Ne pas réa­li­ser ça, c’est en fait être inca­pable de se pro­je­ter dans la méta­phore, c’est signe que l’on prend tout au pre­mier degré. S’il faut racon­ter l’his­toire d’un humain qui souffre dans un cadre humain (genre Un homme nom­mé Che­val ou La nuit du 122) pour que vous com­pre­niez que ça parle de souf­france, c’est vous qui avez un pro­blème. Les autres per­sonnes sont par­fai­te­ment capables de com­prendre que Les nou­veaux mutants, Logan et consorts parlent de la même chose – l’ex­pé­rience humaine du rejet et de l’ac­cep­ta­tion ou non — que Danse avec les loups ou Taxi dri­ver.

Sérieu­se­ment, Fran­cein­fo, choi­sis­sez mieux vos inter­ve­nants. Enchaî­ner une cré­ti­ne­rie et une posi­tion plus nuan­cée (oui, la dame qui pas­sait après, dont je n’ai hélas pas rete­nu le nom tel­le­ment j’é­tais éner­vé, a dit des choses beau­coup plus sub­tiles et construc­tives), ça fait pas un débat intel­li­gent.
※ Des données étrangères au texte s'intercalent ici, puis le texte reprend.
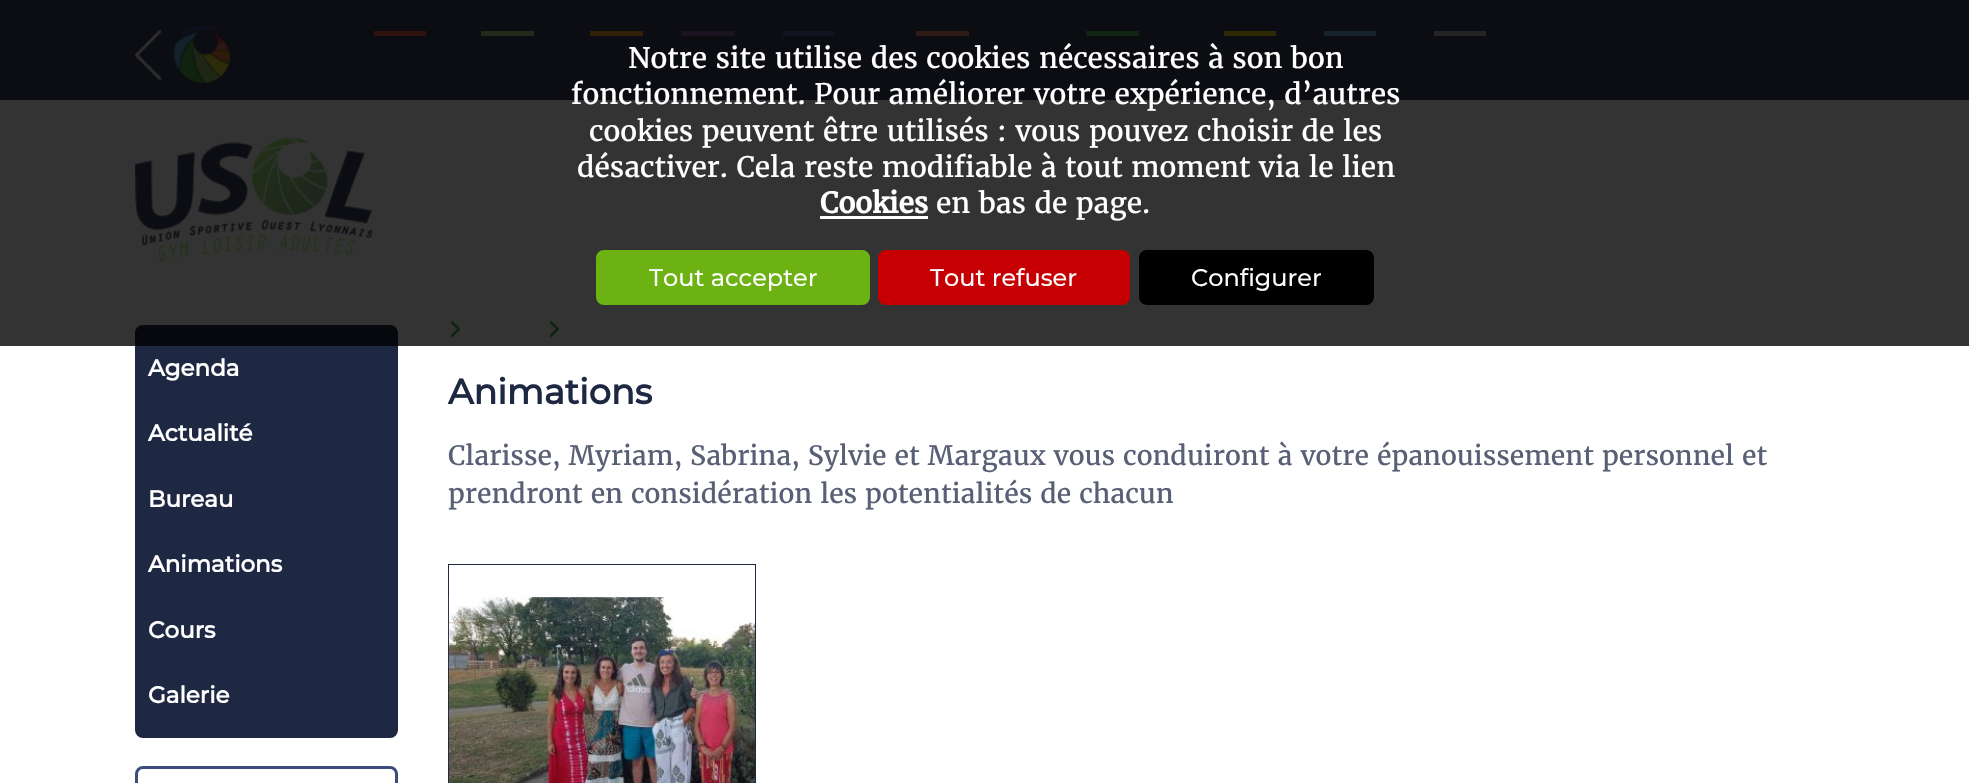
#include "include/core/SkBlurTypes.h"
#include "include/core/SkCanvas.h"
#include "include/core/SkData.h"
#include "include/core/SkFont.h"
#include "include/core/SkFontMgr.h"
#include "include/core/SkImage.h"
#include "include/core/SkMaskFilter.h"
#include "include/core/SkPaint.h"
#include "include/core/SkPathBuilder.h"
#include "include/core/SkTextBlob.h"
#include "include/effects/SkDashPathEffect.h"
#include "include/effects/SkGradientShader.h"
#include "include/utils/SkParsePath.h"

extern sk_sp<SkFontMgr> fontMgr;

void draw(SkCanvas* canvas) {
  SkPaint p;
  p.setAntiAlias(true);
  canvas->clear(SK_ColorWHITE);
  p.setColor(SkColorSetRGB(53, 62, 86));
  canvas->drawRect(SkRect::MakeLTRB(0, 0, 1969, 100), p);
  canvas->drawImageRect(SkImages::DeferredFromEncodedData(SkData::MakeFromFileName("images/1.png")), SkRect::MakeLTRB(135, 25, 230, 83), SkSamplingOptions());
  p.setColor(SkColorSetRGB(232, 84, 62));
  canvas->drawRect(SkRect::MakeLTRB(374, 31, 426, 36), p);
  p.setColor(SkColorSetRGB(167, 204, 121));
  canvas->drawRect(SkRect::MakeLTRB(481, 31, 534, 36), p);
  p.setColor(SkColorSetRGB(242, 159, 34));
  canvas->drawRect(SkRect::MakeLTRB(590, 31, 643, 36), p);
  p.setColor(SkColorSetRGB(133, 96, 159));
  canvas->drawRect(SkRect::MakeLTRB(681, 31, 734, 36), p);
  p.setColor(SkColorSetRGB(87, 92, 159));
  canvas->drawRect(SkRect::MakeLTRB(783, 31, 835, 36), p);
  p.setColor(SkColorSetRGB(242, 135, 112));
  canvas->drawRect(SkRect::MakeLTRB(916, 31, 969, 36), p);
  p.setColor(SkColorSetRGB(83, 182, 102));
  canvas->drawRect(SkRect::MakeLTRB(1086, 31, 1139, 36), p);
  p.setColor(SkColorSetRGB(231, 206, 26));
  canvas->drawRect(SkRect::MakeLTRB(1224, 31, 1276, 36), p);
  p.setColor(SkColorSetRGB(113, 178, 223));
  canvas->drawRect(SkRect::MakeLTRB(1324, 31, 1376, 36), p);
  p.setColor(SkColorSetRGB(179, 179, 179));
  canvas->drawRect(SkRect::MakeLTRB(1434, 31, 1486, 36), p);
  canvas->drawImageRect(SkImages::DeferredFromEncodedData(SkData::MakeFromFileName("images/2.png")), SkRect::MakeLTRB(135, 137, 373, 262), SkSamplingOptions());
  p.setColor(SkColorSetRGB(30, 40, 67));
  canvas->drawRoundRect(SkRect::MakeLTRB(135, 325, 398, 738), 8, 8, p);
  canvas->drawImageRect(SkImages::DeferredFromEncodedData(SkData::MakeFromFileName("images/3.png")), SkRect::MakeLTRB(450, 321, 461, 337), SkSamplingOptions());
  canvas->drawImageRect(SkImages::DeferredFromEncodedData(SkData::MakeFromFileName("images/4.png")), SkRect::MakeLTRB(549, 321, 559, 337), SkSamplingOptions());
  p.setColor(SkColorSetARGB(204, 0, 0, 0));
  canvas->drawRect(SkRect::MakeLTRB(0, 0, 1969, 346), p);
  p.setColor(SK_ColorWHITE);
  canvas->drawRect(SkRect::MakeLTRB(820, 216, 928, 219), p);
  p.setColor(SkColorSetRGB(109, 178, 19));
  canvas->drawRoundRect(SkRect::MakeLTRB(597.5f, 251.5f, 868.5f, 303.5f), 6.5f, 6.5f, p);
  p.setStyle(SkPaint::kStroke_Style);
  p.setStrokeWidth(3);
  canvas->drawRoundRect(SkRect::MakeLTRB(597.5f, 251.5f, 868.5f, 303.5f), 6.5f, 6.5f, p);
  p.setStyle(SkPaint::kFill_Style);
  p.setColor(SkColorSetRGB(198, 0, 2));
  canvas->drawRoundRect(SkRect::MakeLTRB(879.5f, 251.5f, 1128.5f, 303.5f), 6.5f, 6.5f, p);
  p.setStyle(SkPaint::kStroke_Style);
  canvas->drawRoundRect(SkRect::MakeLTRB(879.5f, 251.5f, 1128.5f, 303.5f), 6.5f, 6.5f, p);
  p.setStyle(SkPaint::kFill_Style);
  p.setColor(SK_ColorBLACK);
  canvas->drawRoundRect(SkRect::MakeLTRB(1140.5f, 251.5f, 1372.5f, 303.5f), 6.5f, 6.5f, p);
  p.setStyle(SkPaint::kStroke_Style);
  canvas->drawRoundRect(SkRect::MakeLTRB(1140.5f, 251.5f, 1372.5f, 303.5f), 6.5f, 6.5f, p);
  p.setColor(SkColorSetRGB(59, 77, 122));
  canvas->drawRoundRect(SkRect::MakeLTRB(136.5f, 767.5f, 396.5f, 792.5f), 6.5f, 6.5f, p);
  p.setStrokeWidth(1);
  p.setColor(SkColorSetRGB(30, 40, 67));
  canvas->drawRect(SkRect::MakeLTRB(448.5f, 564.5f, 755.5f, 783.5f), p);
  canvas->drawImageRect(SkImages::DeferredFromEncodedData(SkData::MakeFromFileName("images/5.png")), SkRect::MakeLTRB(448, 597, 755, 783), SkSamplingOptions());
  SkFont font1(fontMgr->matchFamilyStyle("Merriweather", SkFontStyle::Normal()), 28.2f);
  font1.setSubpixel(true);
  p.setStyle(SkPaint::kFill_Style);
  p.setColor(SK_ColorWHITE);
  canvas->drawString("Notre site utilise des cookies nécessaires à son bon", 628, 68, font1, p);
  canvas->drawString("fonctionnement. Pour améliorer votre expérience, d’autres", 571, 104, font1, p);
  canvas->drawString("cookies peuvent être utilisés : vous pouvez choisir de les", 589, 141, font1, p);
  canvas->drawString("désactiver. Cela reste modifiable à tout moment via le lien", 577, 177, font1, p);
  SkFont font2(fontMgr->matchFamilyStyle("Merriweather", SkFontStyle::Bold()), 28.2f);
  font2.setSubpixel(true);
  canvas->drawString("Cookies", 820, 213, font2, p);
  canvas->drawString("en bas de page.", 936, 213, font1, p);
  SkFont font3(fontMgr->matchFamilyStyle("Montserrat", SkFontStyle::Normal()), 24);
  font3.setSubpixel(true);
  canvas->drawString("Tout accepter", 649, 286, font3, p);
  canvas->drawString("Tout refuser", 930, 286, font3, p);
  canvas->drawString("Configurer", 1191, 286, font3, p);
  SkFont font4(fontMgr->matchFamilyStyle("Montserrat", SkFontStyle::Bold()), 23);
  font4.setSubpixel(true);
  canvas->drawString("Agenda", 148, 376, font4, p);
  canvas->drawString("Actualité", 148, 441, font4, p);
  canvas->drawString("Bureau", 148, 507, font4, p);
  canvas->drawString("Animations", 148, 572, font4, p);
  canvas->drawString("Cours", 148, 638, font4, p);
  canvas->drawString("Galerie", 148, 703, font4, p);
  SkFont font5(fontMgr->matchFamilyStyle("Montserrat", SkFontStyle::Bold()), 35);
  font5.setSubpixel(true);
  p.setColor(SkColorSetRGB(30, 40, 67));
  canvas->drawString("Animations", 448, 404, font5, p);
  SkFont font6(fontMgr->matchFamilyStyle("Merriweather", SkFontStyle::Normal()), 26.6f);
  font6.setSubpixel(true);
  p.setColor(SkColorSetRGB(89, 96, 117));
  canvas->drawString("Clarisse, Myriam, Sabrina, Sylvie et Margaux vous conduiront à votre épanouissement personnel et", 448, 465, font6, p);
  canvas->drawString("prendront en considération les potentialités de chacun", 448, 503, font6, p);
}
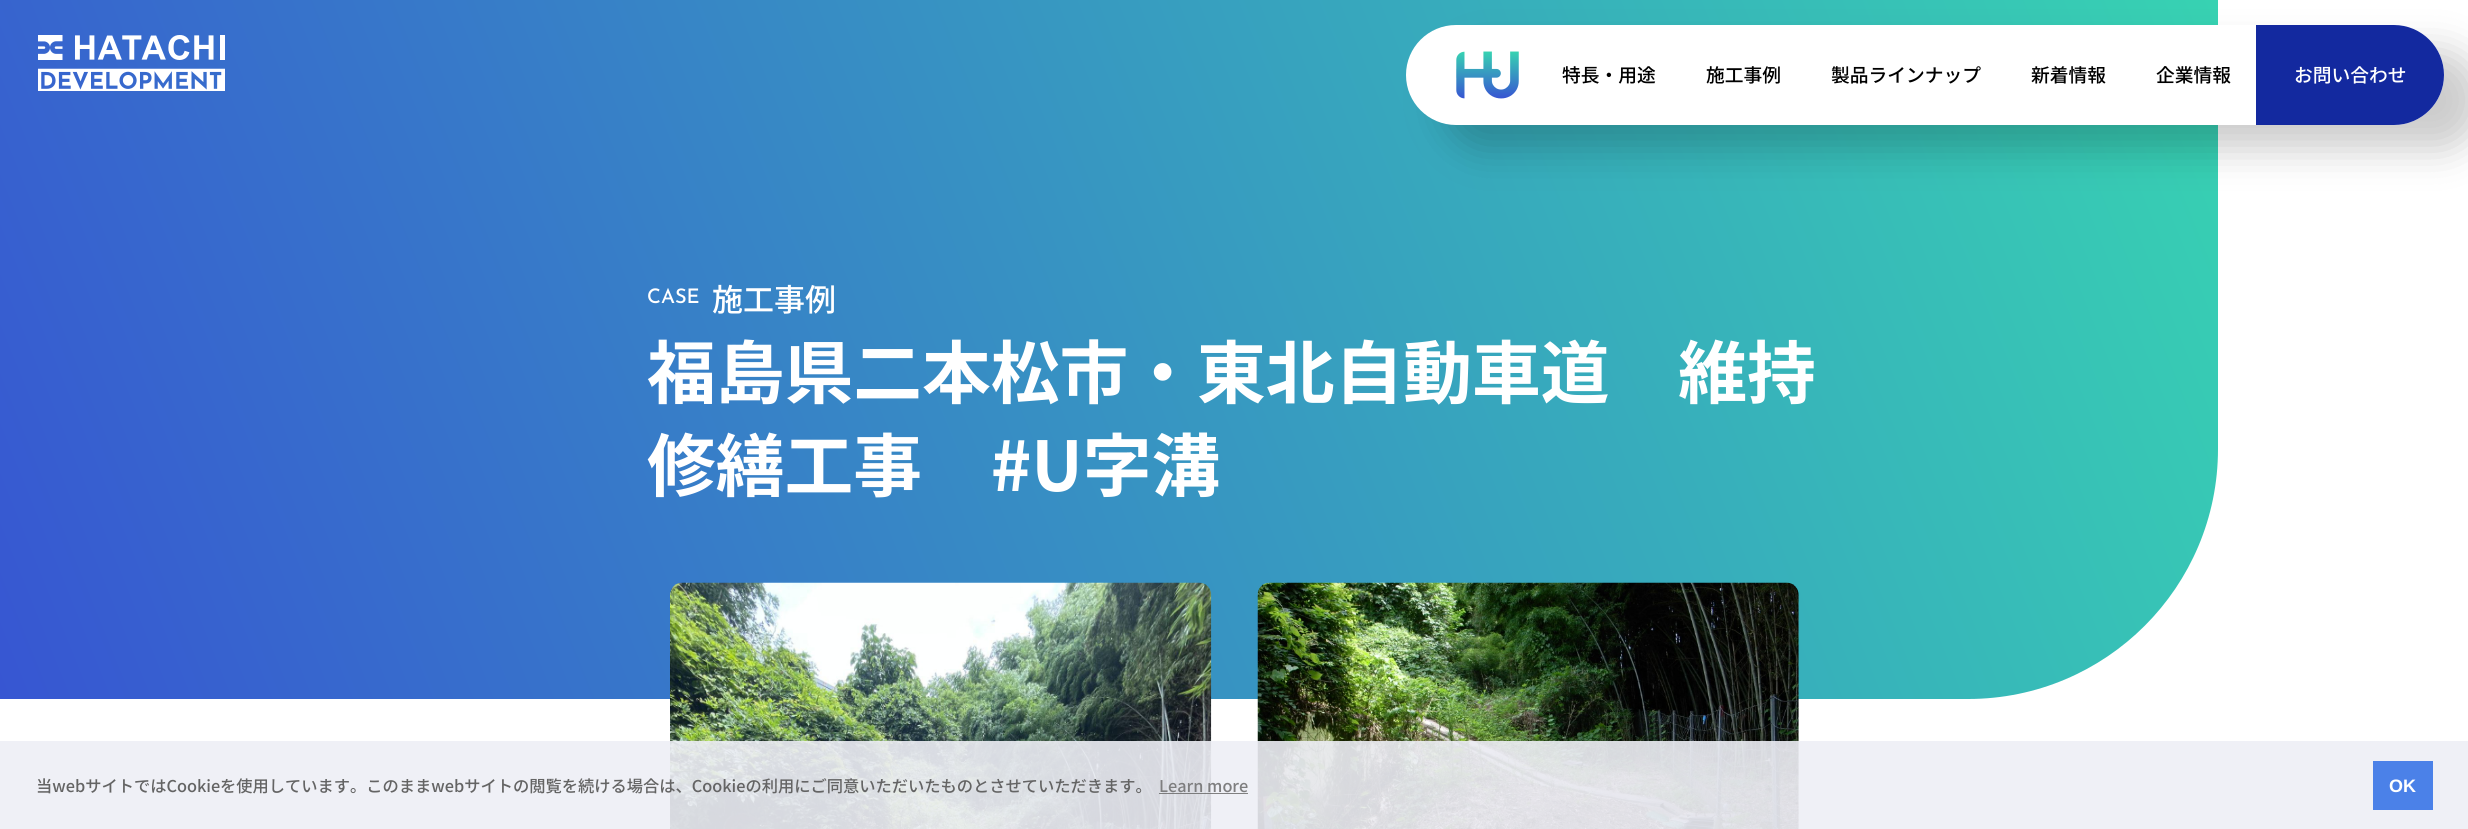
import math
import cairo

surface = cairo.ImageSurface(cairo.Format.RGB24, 2468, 829)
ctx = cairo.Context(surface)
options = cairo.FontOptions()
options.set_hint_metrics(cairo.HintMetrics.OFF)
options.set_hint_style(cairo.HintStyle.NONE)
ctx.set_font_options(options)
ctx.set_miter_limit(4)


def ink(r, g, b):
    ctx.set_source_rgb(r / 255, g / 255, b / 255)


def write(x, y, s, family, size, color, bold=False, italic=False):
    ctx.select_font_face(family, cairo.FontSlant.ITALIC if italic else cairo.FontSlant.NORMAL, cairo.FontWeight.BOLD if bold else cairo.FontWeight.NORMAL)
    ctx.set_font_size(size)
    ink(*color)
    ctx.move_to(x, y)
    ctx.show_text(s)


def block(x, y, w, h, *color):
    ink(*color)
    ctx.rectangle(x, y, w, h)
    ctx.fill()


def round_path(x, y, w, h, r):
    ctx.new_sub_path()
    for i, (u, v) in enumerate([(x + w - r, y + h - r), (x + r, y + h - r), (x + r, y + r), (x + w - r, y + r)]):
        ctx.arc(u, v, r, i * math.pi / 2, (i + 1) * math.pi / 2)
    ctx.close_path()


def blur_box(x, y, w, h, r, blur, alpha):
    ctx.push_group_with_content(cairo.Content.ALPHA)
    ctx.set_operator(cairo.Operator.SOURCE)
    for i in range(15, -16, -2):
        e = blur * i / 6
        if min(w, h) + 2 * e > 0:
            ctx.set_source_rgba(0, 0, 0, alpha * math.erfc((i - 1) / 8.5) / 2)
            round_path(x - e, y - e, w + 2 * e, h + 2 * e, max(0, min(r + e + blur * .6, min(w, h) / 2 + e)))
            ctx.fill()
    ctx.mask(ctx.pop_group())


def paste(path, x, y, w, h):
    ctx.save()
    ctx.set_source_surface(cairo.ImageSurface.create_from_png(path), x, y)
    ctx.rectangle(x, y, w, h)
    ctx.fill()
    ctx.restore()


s1 = dict(family="Noto Sans JP Medium", size=18.75, color=(0, 0, 0))
s2 = dict(family="Noto Sans JP Medium", size=18.75, color=(255, 255, 255))
s3 = dict(family="Josefin Sans Medium", size=20, color=(255, 255, 255))
s4 = dict(family="Noto Sans JP Medium", size=31, color=(255, 255, 255))
s5 = dict(family="Noto Sans JP", size=68.75, color=(255, 255, 255), bold=True)
s6 = dict(family="Noto Sans JP Medium", size=16.25, color=(100, 100, 100))
s7 = dict(family="Noto Sans JP Medium", size=16.25, color=(126, 126, 127))
s8 = dict(family="Liberation Sans", size=18, color=(255, 255, 255), bold=True)

ink(255, 255, 255)
ctx.paint()
gradient = cairo.LinearGradient(2183, -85, 34, 784)
gradient.add_color_stop_rgba(0, 0.216, 0.824, 0.698, 1)
gradient.add_color_stop_rgba(1, 0.216, 0.337, 0.824, 1)
ctx.set_source(gradient)
ctx.new_path()
ctx.move_to(0, 0)
ctx.line_to(2218, 0)
ctx.line_to(2218, 449)
ctx.curve_to(2218, 587, 2106, 699, 1968, 699)
ctx.line_to(0, 699)
ctx.close_path()
ctx.fill()
paste("pic1.png", 38, 35, 187, 56)
ink(0, 0, 0)
blur_box(1444, 50, 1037, 100, 50, 19, 0.2)
ink(255, 255, 255)
round_path(1406, 25, 1038, 100, 50)
ctx.fill()
paste("pic2.png", 1456, 51, 63, 48)
write(1562, 82, "特長・用途", **s1)
write(1706, 82, "施工事例", **s1)
write(1831, 82, "製品ラインナップ", **s1)
write(2031, 82, "新着情報", **s1)
write(2156, 82, "企業情報", **s1)
ink(19, 41, 159)
ctx.new_path()
ctx.move_to(2256, 25)
ctx.line_to(2394, 25)
ctx.curve_to(2421.5, 25, 2444, 47.5, 2444, 75)
ctx.curve_to(2444, 102.5, 2421.5, 125, 2394, 125)
ctx.line_to(2256, 125)
ctx.close_path()
ctx.fill()
write(2294, 82, "お問い合わせ", **s2)
write(647, 303, "CASE", **s3)
write(712, 311, "施工事例", **s4)
write(647, 398, "福島県二本松市・東北自動車道　維持", **s5)
write(647, 491, "修繕工事　#U字溝", **s5)
paste("pic3.png", 670, 582, 542, 247)
paste("pic4.png", 1257, 582, 542, 247)
ctx.set_source_rgba(0.929, 0.937, 0.961, 0.9)
ctx.rectangle(0, 741, 2468, 88)
ctx.fill()
write(36, 792, "当webサイトではCookieを使用しています。このままwebサイトの閲覧を続ける場合は、Cookieの利用にご同意いただいたものとさせていただきます。", **s6)
write(1159, 792, "Learn more", **s7)
ctx.set_source_rgba(0.392, 0.392, 0.392, 0.8)
ctx.rectangle(1159, 793, 89, 1)
ctx.fill()
block(2373, 761, 60, 49, 75, 129, 232)
write(2389, 792, "OK", **s8)
surface.write_to_png("screenshot.png")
Il y a plein de cri­tiques à faire sur les block­bus­ters, mais là votre inter­ve­nant ne par­ta­geait aucun pro­pos de ce genre, juste son inca­pa­ci­té à com­prendre les paraboles.

  1. J’ai pas encore vu le dixième, mais j’ai vu les neuf pré­cé­dents, oui c’est héroïque, oui je vais continuer.
  2. Qui sont tous deux excel­lents, hein, j’ai pas pris ces exemples au hasard : on peut faire de très grands films au pre­mier degré.